── GIVEN RECORDS ──

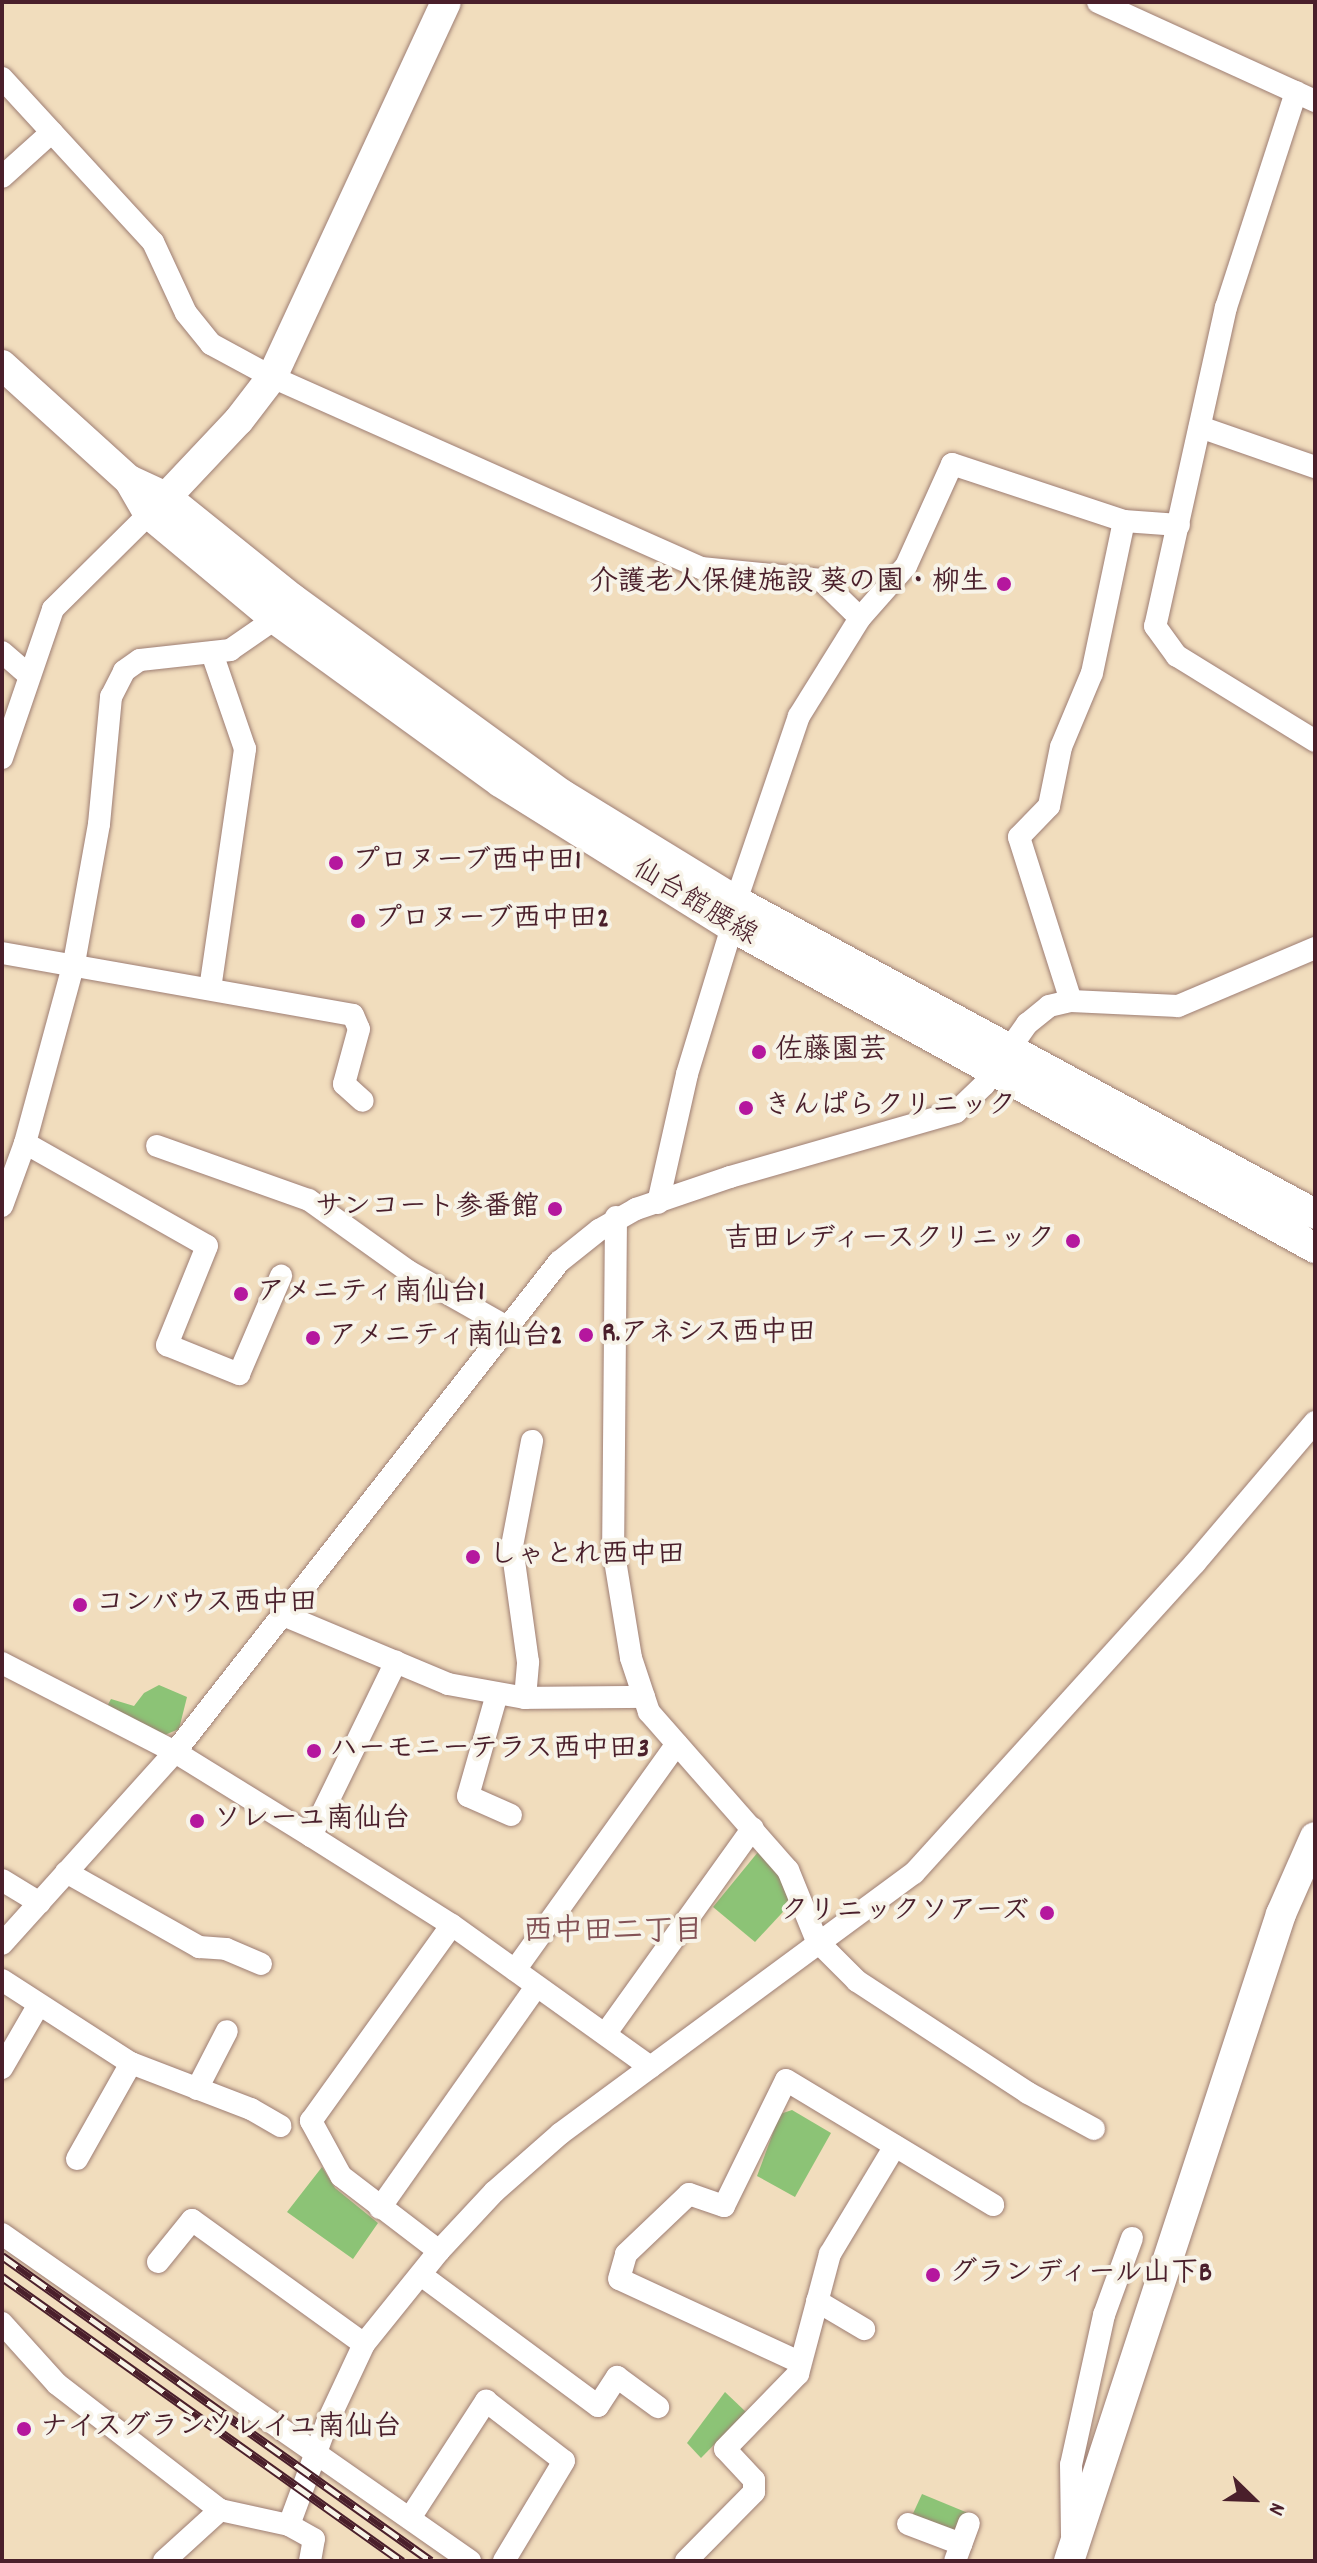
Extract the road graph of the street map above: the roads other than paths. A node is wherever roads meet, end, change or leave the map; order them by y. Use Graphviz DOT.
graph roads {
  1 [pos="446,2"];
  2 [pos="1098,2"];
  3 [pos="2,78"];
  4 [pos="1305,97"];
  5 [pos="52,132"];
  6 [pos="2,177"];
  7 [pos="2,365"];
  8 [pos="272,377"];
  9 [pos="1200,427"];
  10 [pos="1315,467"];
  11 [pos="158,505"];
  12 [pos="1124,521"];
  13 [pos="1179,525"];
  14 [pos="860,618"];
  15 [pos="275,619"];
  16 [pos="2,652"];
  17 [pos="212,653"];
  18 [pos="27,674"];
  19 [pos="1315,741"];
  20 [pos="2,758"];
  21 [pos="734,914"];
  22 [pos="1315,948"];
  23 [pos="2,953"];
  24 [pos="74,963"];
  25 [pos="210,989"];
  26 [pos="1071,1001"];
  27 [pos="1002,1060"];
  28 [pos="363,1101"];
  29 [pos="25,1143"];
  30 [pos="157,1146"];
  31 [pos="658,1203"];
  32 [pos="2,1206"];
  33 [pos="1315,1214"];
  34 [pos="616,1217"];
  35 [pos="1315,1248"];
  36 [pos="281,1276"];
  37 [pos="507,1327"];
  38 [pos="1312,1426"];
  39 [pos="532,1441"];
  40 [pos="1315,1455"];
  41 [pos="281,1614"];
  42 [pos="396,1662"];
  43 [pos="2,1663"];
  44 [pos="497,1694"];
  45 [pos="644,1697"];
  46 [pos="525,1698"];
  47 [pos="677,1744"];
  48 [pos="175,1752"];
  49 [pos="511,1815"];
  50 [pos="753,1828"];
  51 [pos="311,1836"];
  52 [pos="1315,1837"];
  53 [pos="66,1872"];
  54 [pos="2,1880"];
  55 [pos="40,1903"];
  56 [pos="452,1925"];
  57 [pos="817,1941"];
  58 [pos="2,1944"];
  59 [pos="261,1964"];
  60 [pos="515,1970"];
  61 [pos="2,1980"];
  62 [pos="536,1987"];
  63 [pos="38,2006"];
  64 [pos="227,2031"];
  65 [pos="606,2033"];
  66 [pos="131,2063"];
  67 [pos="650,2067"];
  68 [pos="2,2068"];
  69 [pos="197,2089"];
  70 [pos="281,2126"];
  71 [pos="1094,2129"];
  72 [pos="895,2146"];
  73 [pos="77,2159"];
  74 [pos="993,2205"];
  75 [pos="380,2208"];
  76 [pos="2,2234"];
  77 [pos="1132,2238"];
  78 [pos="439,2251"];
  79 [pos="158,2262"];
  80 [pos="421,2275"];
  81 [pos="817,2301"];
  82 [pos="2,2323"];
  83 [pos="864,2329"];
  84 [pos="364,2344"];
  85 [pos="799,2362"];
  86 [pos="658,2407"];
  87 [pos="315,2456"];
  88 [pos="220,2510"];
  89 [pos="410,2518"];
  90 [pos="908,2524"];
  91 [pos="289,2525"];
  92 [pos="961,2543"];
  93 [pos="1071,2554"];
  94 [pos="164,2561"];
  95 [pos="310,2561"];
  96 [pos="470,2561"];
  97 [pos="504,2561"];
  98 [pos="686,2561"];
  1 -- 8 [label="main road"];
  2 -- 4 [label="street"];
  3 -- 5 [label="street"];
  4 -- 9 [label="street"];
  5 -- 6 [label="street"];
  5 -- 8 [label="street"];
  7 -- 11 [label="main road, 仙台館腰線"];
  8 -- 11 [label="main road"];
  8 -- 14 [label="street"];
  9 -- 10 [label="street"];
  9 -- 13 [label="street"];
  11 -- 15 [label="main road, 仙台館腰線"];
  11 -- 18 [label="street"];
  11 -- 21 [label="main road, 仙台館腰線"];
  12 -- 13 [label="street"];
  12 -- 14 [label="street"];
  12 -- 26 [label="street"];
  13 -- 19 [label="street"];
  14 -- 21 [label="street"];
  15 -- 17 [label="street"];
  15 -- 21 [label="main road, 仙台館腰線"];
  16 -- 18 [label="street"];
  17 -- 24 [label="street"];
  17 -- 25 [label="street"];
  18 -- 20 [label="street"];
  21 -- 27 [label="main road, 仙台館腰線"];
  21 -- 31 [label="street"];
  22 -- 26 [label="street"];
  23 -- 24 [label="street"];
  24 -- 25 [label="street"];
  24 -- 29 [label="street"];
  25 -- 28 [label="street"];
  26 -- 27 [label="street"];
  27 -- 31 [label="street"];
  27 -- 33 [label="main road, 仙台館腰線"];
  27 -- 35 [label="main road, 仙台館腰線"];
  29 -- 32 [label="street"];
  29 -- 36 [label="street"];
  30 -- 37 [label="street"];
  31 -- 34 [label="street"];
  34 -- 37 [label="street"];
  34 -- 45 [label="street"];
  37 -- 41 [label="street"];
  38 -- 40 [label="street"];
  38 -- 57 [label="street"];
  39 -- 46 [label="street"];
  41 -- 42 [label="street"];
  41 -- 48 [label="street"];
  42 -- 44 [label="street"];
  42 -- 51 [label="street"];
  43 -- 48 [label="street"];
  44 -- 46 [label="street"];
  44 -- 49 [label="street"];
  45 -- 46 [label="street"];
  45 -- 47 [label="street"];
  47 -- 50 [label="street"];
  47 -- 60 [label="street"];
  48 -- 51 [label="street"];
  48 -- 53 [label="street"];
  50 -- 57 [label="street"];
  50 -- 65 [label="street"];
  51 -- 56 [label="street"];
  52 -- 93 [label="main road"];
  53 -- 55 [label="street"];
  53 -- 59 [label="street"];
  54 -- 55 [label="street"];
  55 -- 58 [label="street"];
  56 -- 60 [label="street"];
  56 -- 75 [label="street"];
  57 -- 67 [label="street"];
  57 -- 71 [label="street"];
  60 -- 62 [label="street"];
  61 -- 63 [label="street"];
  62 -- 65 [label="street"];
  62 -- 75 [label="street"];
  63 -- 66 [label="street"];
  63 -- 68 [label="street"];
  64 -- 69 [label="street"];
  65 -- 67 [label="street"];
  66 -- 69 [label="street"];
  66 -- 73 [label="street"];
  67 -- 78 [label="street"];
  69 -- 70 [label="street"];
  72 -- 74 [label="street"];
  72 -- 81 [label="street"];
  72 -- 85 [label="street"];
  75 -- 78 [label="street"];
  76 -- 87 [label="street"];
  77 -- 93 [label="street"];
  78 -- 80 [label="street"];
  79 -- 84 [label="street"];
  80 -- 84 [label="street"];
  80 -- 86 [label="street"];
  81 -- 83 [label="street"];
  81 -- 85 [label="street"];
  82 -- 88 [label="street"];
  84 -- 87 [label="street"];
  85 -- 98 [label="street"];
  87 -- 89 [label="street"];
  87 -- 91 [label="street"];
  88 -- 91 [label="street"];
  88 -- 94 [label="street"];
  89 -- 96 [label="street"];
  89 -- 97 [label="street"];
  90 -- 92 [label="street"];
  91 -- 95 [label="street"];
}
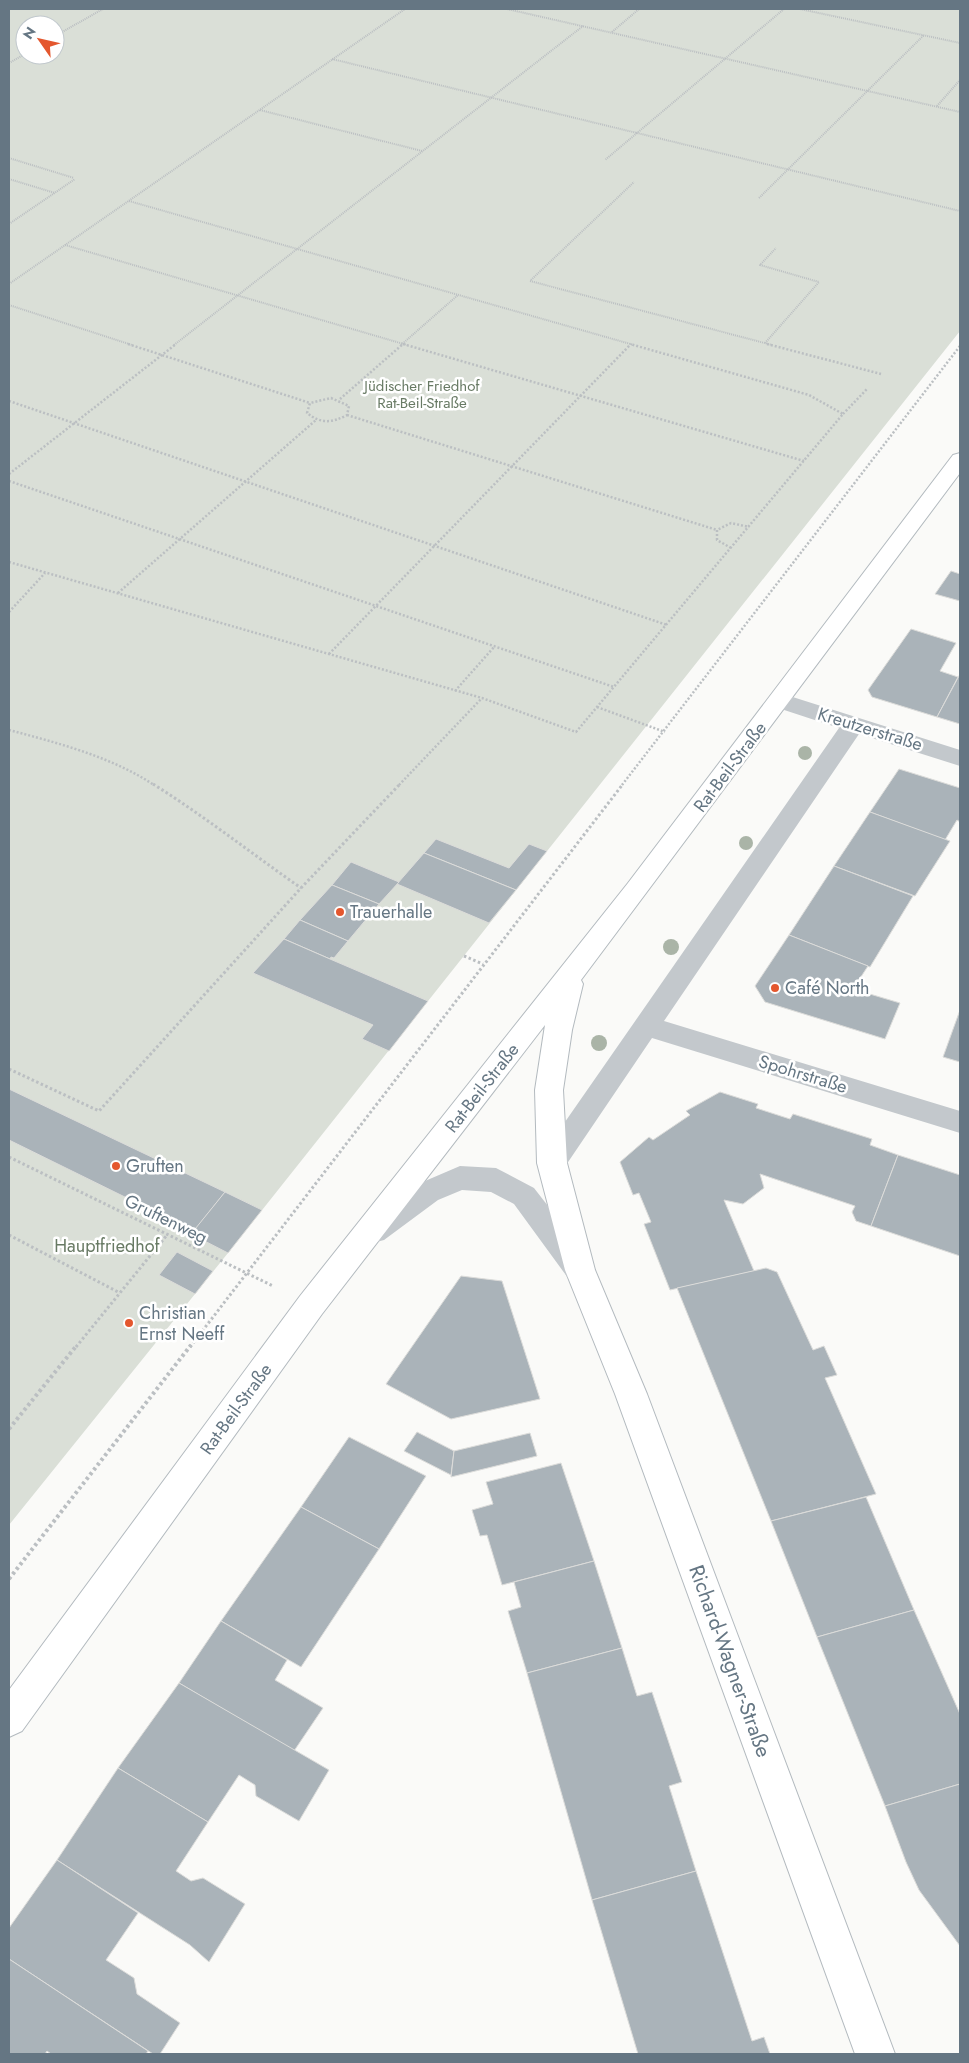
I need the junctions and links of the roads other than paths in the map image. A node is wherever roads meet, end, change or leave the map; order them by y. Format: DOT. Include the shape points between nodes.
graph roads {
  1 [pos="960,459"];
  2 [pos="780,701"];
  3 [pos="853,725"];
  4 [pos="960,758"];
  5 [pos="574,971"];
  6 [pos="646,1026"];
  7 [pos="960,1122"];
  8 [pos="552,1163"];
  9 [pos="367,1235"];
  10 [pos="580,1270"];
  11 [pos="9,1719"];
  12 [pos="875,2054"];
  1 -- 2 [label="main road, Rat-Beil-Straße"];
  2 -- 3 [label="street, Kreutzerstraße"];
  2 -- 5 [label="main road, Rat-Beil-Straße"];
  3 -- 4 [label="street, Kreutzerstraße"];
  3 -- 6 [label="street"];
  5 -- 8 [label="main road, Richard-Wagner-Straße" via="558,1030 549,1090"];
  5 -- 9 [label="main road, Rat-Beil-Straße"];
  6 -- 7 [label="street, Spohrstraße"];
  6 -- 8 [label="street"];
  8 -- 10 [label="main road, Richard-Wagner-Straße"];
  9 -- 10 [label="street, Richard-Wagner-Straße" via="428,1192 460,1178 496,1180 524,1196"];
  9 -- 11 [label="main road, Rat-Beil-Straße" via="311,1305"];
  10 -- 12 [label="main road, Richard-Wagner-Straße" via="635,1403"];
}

───

Nothing but the lines from the one with "I need the junctions" through the last line of the records above should be retyped, and those word for word.

WRITTEN SOLUTION:
I need the junctions and links of the roads other than paths in the map image. A node is wherever roads meet, end, change or leave the map; order them by y. Format: DOT. Include the shape points between nodes.
graph roads {
  1 [pos="960,459"];
  2 [pos="780,701"];
  3 [pos="853,725"];
  4 [pos="960,758"];
  5 [pos="574,971"];
  6 [pos="646,1026"];
  7 [pos="960,1122"];
  8 [pos="552,1163"];
  9 [pos="367,1235"];
  10 [pos="580,1270"];
  11 [pos="9,1719"];
  12 [pos="875,2054"];
  1 -- 2 [label="main road, Rat-Beil-Straße"];
  2 -- 3 [label="street, Kreutzerstraße"];
  2 -- 5 [label="main road, Rat-Beil-Straße"];
  3 -- 4 [label="street, Kreutzerstraße"];
  3 -- 6 [label="street"];
  5 -- 8 [label="main road, Richard-Wagner-Straße" via="558,1030 549,1090"];
  5 -- 9 [label="main road, Rat-Beil-Straße"];
  6 -- 7 [label="street, Spohrstraße"];
  6 -- 8 [label="street"];
  8 -- 10 [label="main road, Richard-Wagner-Straße"];
  9 -- 10 [label="street, Richard-Wagner-Straße" via="428,1192 460,1178 496,1180 524,1196"];
  9 -- 11 [label="main road, Rat-Beil-Straße" via="311,1305"];
  10 -- 12 [label="main road, Richard-Wagner-Straße" via="635,1403"];
}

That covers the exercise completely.